Work to complete =
Output every record again so that it matches the original word for word.

Dataset extract =
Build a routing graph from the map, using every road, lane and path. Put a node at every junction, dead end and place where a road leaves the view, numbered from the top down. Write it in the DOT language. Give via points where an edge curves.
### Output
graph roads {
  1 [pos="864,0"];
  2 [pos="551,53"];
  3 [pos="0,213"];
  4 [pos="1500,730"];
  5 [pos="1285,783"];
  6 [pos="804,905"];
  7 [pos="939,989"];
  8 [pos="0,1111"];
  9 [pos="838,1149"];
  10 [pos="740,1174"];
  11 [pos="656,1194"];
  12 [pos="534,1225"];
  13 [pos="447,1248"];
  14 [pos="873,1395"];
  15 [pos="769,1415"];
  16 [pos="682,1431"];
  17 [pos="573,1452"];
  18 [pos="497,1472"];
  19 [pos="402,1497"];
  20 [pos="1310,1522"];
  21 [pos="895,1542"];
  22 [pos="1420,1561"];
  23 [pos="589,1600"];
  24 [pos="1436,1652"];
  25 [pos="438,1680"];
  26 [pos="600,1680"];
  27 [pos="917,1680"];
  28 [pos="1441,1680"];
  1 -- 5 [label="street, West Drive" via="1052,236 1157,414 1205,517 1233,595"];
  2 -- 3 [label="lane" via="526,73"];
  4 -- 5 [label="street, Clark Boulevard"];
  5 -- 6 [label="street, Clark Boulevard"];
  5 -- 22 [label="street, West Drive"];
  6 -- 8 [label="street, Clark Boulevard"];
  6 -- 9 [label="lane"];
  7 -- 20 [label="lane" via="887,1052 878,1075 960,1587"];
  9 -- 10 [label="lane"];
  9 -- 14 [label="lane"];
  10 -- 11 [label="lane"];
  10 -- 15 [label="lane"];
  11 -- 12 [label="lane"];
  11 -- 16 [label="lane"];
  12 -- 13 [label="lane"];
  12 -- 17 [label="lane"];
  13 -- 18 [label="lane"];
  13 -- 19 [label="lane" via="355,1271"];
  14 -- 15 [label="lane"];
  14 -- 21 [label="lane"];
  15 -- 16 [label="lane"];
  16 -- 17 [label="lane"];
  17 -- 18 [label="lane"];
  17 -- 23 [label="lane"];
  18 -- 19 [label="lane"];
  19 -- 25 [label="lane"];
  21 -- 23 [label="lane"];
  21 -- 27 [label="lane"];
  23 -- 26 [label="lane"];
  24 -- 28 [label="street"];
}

Written reply =
Build a routing graph from the map, using every road, lane and path. Put a node at every junction, dead end and place where a road leaves the view, numbered from the top down. Write it in the DOT language. Give via points where an edge curves.
### Output
graph roads {
  1 [pos="864,0"];
  2 [pos="551,53"];
  3 [pos="0,213"];
  4 [pos="1500,730"];
  5 [pos="1285,783"];
  6 [pos="804,905"];
  7 [pos="939,989"];
  8 [pos="0,1111"];
  9 [pos="838,1149"];
  10 [pos="740,1174"];
  11 [pos="656,1194"];
  12 [pos="534,1225"];
  13 [pos="447,1248"];
  14 [pos="873,1395"];
  15 [pos="769,1415"];
  16 [pos="682,1431"];
  17 [pos="573,1452"];
  18 [pos="497,1472"];
  19 [pos="402,1497"];
  20 [pos="1310,1522"];
  21 [pos="895,1542"];
  22 [pos="1420,1561"];
  23 [pos="589,1600"];
  24 [pos="1436,1652"];
  25 [pos="438,1680"];
  26 [pos="600,1680"];
  27 [pos="917,1680"];
  28 [pos="1441,1680"];
  1 -- 5 [label="street, West Drive" via="1052,236 1157,414 1205,517 1233,595"];
  2 -- 3 [label="lane" via="526,73"];
  4 -- 5 [label="street, Clark Boulevard"];
  5 -- 6 [label="street, Clark Boulevard"];
  5 -- 22 [label="street, West Drive"];
  6 -- 8 [label="street, Clark Boulevard"];
  6 -- 9 [label="lane"];
  7 -- 20 [label="lane" via="887,1052 878,1075 960,1587"];
  9 -- 10 [label="lane"];
  9 -- 14 [label="lane"];
  10 -- 11 [label="lane"];
  10 -- 15 [label="lane"];
  11 -- 12 [label="lane"];
  11 -- 16 [label="lane"];
  12 -- 13 [label="lane"];
  12 -- 17 [label="lane"];
  13 -- 18 [label="lane"];
  13 -- 19 [label="lane" via="355,1271"];
  14 -- 15 [label="lane"];
  14 -- 21 [label="lane"];
  15 -- 16 [label="lane"];
  16 -- 17 [label="lane"];
  17 -- 18 [label="lane"];
  17 -- 23 [label="lane"];
  18 -- 19 [label="lane"];
  19 -- 25 [label="lane"];
  21 -- 23 [label="lane"];
  21 -- 27 [label="lane"];
  23 -- 26 [label="lane"];
  24 -- 28 [label="street"];
}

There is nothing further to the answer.